§ Exercise goal
From the records that follow, copy every line in which "КРАПОТКІНА" appears.
════════════════
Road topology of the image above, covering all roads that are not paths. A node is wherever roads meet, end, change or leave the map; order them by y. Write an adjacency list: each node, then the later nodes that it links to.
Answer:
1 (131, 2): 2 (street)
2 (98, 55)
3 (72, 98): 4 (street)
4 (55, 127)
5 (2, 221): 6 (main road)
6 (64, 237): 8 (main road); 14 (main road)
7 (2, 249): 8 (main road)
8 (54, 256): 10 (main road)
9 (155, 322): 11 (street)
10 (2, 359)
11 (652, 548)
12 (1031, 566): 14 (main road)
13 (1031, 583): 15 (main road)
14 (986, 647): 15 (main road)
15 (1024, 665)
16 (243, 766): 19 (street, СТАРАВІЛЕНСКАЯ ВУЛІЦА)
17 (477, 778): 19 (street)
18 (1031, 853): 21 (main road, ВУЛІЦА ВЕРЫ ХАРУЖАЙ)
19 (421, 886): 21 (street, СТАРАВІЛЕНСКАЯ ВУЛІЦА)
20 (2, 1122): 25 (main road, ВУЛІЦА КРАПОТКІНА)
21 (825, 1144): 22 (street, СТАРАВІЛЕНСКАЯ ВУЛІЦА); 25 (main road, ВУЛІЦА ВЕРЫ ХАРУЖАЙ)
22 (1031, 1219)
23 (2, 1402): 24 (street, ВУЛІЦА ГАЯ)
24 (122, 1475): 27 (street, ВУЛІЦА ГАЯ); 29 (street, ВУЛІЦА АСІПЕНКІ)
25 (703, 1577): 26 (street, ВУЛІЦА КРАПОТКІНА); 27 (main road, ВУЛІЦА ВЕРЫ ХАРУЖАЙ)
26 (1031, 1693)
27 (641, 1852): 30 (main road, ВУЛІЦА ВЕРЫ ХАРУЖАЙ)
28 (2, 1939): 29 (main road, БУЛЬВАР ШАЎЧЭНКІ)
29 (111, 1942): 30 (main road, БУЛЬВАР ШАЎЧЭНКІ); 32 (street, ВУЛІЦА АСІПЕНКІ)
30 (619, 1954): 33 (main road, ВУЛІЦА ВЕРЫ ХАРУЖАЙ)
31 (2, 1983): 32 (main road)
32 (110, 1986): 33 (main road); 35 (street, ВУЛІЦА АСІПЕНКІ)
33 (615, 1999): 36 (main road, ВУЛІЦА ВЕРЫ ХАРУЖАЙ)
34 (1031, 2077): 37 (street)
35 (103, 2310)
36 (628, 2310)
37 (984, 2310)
════════════════
§ Response to the exercise
20 (2, 1122): 25 (main road, ВУЛІЦА КРАПОТКІНА)
25 (703, 1577): 26 (street, ВУЛІЦА КРАПОТКІНА); 27 (main road, ВУЛІЦА ВЕРЫ ХАРУЖАЙ)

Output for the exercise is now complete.